Below are records to repeat exactly; copy them without the pictures.

Stored data
____________

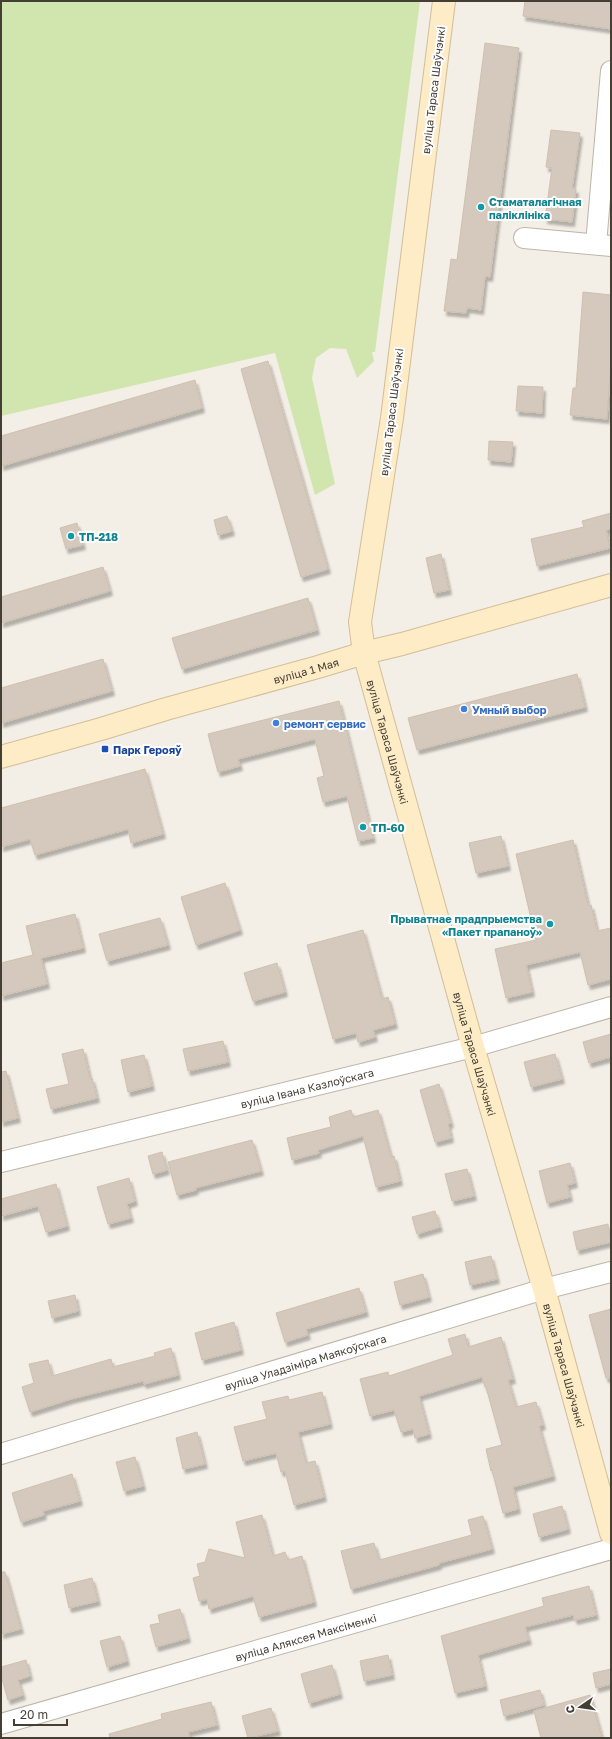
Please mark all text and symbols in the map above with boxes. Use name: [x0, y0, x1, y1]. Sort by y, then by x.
street label: вуліца Тараса Шаўчэнкі: [419, 26, 447, 154]
place label: Стаматалагічная паліклініка: [489, 195, 582, 221]
marker: Стаматалагічная паліклініка: [476, 202, 486, 212]
street label: вуліца Тараса Шаўчэнкі: [377, 348, 405, 476]
place label: ТП-218: [79, 530, 118, 543]
marker: ТП-218: [66, 531, 76, 541]
street label: вуліца 1 Мая: [272, 655, 340, 686]
street label: вуліца Тараса Шаўчэнкі: [365, 678, 412, 805]
place label: Умный выбор: [472, 703, 547, 716]
marker: Умный выбор: [459, 704, 469, 714]
place label: ремонт сервис: [284, 717, 367, 730]
marker: ремонт сервис: [271, 718, 281, 728]
place label: Парк Герояў: [113, 743, 182, 756]
marker: Парк Герояў: [100, 744, 110, 754]
place label: ТП-60: [371, 821, 405, 834]
marker: ТП-60: [358, 822, 368, 832]
place label: Прыватнае прадпрыемства «Пакет прапаноў»: [390, 912, 542, 938]
marker: Прыватнае прадпрыемства «Пакет прапаноў»: [545, 919, 555, 929]
street label: вуліца Тараса Шаўчэнкі: [452, 990, 499, 1117]
street label: вуліца Івана Казлоўскага: [239, 1065, 375, 1110]
street label: вуліца Тараса Шаўчэнкі: [542, 1302, 588, 1429]
street label: вуліца Уладзіміра Маякоўскага: [223, 1331, 388, 1392]
street label: вуліца Аляксея Максіменкі: [234, 1610, 378, 1663]
north arrow: [560, 1687, 600, 1727]
scale bar: [14, 1701, 67, 1727]
text: С: [563, 1704, 577, 1715]
text: 20 m: [20, 1707, 48, 1722]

____________

**TASK ANSWER**
Please mark all text and symbols in the map above with boxes. Use name: [x0, y0, x1, y1]. Sort by y, then by x.
street label: вуліца Тараса Шаўчэнкі: [419, 26, 447, 154]
place label: Стаматалагічная паліклініка: [489, 195, 582, 221]
marker: Стаматалагічная паліклініка: [476, 202, 486, 212]
street label: вуліца Тараса Шаўчэнкі: [377, 348, 405, 476]
place label: ТП-218: [79, 530, 118, 543]
marker: ТП-218: [66, 531, 76, 541]
street label: вуліца 1 Мая: [272, 655, 340, 686]
street label: вуліца Тараса Шаўчэнкі: [365, 678, 412, 805]
place label: Умный выбор: [472, 703, 547, 716]
marker: Умный выбор: [459, 704, 469, 714]
place label: ремонт сервис: [284, 717, 367, 730]
marker: ремонт сервис: [271, 718, 281, 728]
place label: Парк Герояў: [113, 743, 182, 756]
marker: Парк Герояў: [100, 744, 110, 754]
place label: ТП-60: [371, 821, 405, 834]
marker: ТП-60: [358, 822, 368, 832]
place label: Прыватнае прадпрыемства «Пакет прапаноў»: [390, 912, 542, 938]
marker: Прыватнае прадпрыемства «Пакет прапаноў»: [545, 919, 555, 929]
street label: вуліца Тараса Шаўчэнкі: [452, 990, 499, 1117]
street label: вуліца Івана Казлоўскага: [239, 1065, 375, 1110]
street label: вуліца Тараса Шаўчэнкі: [542, 1302, 588, 1429]
street label: вуліца Уладзіміра Маякоўскага: [223, 1331, 388, 1392]
street label: вуліца Аляксея Максіменкі: [234, 1610, 378, 1663]
north arrow: [560, 1687, 600, 1727]
scale bar: [14, 1701, 67, 1727]
text: С: [563, 1704, 577, 1715]
text: 20 m: [20, 1707, 48, 1722]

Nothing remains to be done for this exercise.